DATASET EXTRACT:
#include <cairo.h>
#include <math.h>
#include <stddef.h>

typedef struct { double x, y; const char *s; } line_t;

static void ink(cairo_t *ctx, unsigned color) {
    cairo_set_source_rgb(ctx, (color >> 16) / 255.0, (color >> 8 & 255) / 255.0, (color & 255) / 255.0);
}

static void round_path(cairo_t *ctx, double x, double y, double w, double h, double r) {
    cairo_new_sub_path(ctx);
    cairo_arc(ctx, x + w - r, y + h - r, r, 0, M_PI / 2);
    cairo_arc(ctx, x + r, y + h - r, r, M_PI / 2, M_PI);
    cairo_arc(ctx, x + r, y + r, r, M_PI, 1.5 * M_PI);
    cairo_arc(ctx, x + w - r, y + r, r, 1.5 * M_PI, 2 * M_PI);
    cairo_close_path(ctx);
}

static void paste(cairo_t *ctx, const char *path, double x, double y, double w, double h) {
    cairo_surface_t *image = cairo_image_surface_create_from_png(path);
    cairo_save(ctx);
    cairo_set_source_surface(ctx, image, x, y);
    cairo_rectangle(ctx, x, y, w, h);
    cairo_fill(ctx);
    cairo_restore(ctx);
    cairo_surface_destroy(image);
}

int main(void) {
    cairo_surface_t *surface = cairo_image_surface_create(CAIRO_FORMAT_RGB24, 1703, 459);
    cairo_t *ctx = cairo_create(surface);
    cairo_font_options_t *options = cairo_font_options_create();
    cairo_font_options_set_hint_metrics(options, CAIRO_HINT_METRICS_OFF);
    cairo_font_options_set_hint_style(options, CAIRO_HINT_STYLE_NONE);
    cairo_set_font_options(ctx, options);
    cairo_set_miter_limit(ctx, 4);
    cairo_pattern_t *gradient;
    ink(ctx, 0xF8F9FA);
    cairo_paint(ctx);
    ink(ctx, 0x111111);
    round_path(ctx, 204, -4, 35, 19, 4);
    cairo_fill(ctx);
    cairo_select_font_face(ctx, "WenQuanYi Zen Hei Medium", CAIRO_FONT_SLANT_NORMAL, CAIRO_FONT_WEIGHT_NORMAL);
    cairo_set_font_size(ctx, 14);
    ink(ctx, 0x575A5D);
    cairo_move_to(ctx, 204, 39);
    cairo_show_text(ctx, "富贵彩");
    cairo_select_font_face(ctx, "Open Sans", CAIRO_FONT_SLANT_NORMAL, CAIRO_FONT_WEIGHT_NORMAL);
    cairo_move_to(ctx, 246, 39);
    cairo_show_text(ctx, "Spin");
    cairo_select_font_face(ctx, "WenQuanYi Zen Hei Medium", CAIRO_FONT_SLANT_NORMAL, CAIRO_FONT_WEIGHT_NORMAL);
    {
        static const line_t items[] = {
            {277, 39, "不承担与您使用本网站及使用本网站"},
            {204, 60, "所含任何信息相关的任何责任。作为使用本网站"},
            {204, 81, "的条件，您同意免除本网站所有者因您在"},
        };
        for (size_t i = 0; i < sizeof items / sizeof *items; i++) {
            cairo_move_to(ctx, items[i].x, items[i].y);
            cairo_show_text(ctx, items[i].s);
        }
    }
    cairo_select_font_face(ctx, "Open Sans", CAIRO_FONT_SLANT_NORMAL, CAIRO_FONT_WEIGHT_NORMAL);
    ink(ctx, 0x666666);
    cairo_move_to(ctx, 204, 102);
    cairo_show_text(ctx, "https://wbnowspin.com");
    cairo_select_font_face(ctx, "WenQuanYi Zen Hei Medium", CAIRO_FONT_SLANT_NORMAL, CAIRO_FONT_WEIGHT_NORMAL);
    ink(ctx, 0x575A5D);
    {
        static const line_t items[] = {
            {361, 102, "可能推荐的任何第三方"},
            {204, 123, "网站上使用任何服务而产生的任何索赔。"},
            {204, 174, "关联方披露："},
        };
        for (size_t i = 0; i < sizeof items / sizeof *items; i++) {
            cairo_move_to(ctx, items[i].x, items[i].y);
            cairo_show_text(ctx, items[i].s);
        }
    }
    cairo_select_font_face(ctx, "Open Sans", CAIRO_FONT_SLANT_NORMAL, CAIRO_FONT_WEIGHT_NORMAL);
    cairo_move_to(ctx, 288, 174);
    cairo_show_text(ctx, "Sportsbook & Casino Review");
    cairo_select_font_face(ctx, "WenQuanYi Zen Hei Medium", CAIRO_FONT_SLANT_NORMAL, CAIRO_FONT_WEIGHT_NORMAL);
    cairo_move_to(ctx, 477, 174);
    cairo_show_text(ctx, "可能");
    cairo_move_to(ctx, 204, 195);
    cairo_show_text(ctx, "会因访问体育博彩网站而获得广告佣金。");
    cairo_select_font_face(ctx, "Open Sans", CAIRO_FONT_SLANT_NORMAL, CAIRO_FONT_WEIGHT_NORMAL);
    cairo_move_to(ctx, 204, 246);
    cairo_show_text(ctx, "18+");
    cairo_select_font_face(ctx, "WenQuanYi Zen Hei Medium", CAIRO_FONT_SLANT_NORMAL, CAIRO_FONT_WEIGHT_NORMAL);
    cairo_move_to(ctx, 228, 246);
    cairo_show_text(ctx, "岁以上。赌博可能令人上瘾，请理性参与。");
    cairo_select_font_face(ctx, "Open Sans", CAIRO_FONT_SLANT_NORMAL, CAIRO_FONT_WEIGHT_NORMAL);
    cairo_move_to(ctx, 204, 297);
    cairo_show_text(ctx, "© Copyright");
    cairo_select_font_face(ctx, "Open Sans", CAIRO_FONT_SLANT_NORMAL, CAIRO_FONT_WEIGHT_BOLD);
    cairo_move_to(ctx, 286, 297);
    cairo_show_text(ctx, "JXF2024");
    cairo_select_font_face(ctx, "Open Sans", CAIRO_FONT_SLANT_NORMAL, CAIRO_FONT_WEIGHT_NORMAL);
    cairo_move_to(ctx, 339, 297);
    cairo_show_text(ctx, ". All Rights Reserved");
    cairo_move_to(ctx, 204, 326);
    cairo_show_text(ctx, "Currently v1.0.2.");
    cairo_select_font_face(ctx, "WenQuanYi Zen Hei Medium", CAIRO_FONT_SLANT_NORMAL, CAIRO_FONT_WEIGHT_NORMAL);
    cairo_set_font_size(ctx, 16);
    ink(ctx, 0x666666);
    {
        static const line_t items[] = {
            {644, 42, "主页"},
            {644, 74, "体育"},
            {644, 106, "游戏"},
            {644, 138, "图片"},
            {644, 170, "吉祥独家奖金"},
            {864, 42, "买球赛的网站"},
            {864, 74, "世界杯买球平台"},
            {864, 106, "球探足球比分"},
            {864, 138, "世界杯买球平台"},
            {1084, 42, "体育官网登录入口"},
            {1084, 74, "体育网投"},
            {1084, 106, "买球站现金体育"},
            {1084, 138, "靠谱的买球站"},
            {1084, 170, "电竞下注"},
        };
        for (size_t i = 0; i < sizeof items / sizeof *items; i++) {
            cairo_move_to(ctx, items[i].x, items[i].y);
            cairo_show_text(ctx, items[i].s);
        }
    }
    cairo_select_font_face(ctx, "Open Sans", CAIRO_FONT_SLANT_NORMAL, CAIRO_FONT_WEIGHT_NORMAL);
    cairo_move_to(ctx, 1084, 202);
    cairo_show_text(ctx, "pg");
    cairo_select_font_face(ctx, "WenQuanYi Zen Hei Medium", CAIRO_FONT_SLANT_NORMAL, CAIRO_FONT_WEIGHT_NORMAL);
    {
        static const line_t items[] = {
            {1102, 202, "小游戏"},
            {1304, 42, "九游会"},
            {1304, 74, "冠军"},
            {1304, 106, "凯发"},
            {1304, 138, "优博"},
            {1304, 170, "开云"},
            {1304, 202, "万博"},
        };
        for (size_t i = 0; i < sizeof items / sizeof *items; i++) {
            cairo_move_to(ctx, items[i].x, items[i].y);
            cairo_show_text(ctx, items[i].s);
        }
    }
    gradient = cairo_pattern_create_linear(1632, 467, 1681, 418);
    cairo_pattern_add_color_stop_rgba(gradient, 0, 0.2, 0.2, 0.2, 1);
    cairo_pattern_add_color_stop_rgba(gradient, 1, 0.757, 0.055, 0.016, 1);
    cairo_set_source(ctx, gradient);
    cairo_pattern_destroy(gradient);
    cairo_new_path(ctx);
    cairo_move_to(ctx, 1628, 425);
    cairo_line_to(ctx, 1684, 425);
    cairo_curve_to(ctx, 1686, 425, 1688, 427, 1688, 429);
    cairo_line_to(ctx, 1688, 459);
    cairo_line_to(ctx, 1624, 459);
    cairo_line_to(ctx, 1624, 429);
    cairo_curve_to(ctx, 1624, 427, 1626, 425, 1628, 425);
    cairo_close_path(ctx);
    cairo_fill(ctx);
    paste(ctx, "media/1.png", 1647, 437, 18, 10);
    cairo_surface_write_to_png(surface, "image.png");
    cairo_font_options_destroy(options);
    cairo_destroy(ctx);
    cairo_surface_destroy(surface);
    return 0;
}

TASK TO COMPLETE: Set down each line of the material verbatim, from the first line through the line that contains "cairo_set_source_surface(ctx, image, x, y);".

WORKED SOLUTION:
#include <cairo.h>
#include <math.h>
#include <stddef.h>

typedef struct { double x, y; const char *s; } line_t;

static void ink(cairo_t *ctx, unsigned color) {
    cairo_set_source_rgb(ctx, (color >> 16) / 255.0, (color >> 8 & 255) / 255.0, (color & 255) / 255.0);
}

static void round_path(cairo_t *ctx, double x, double y, double w, double h, double r) {
    cairo_new_sub_path(ctx);
    cairo_arc(ctx, x + w - r, y + h - r, r, 0, M_PI / 2);
    cairo_arc(ctx, x + r, y + h - r, r, M_PI / 2, M_PI);
    cairo_arc(ctx, x + r, y + r, r, M_PI, 1.5 * M_PI);
    cairo_arc(ctx, x + w - r, y + r, r, 1.5 * M_PI, 2 * M_PI);
    cairo_close_path(ctx);
}

static void paste(cairo_t *ctx, const char *path, double x, double y, double w, double h) {
    cairo_surface_t *image = cairo_image_surface_create_from_png(path);
    cairo_save(ctx);
    cairo_set_source_surface(ctx, image, x, y);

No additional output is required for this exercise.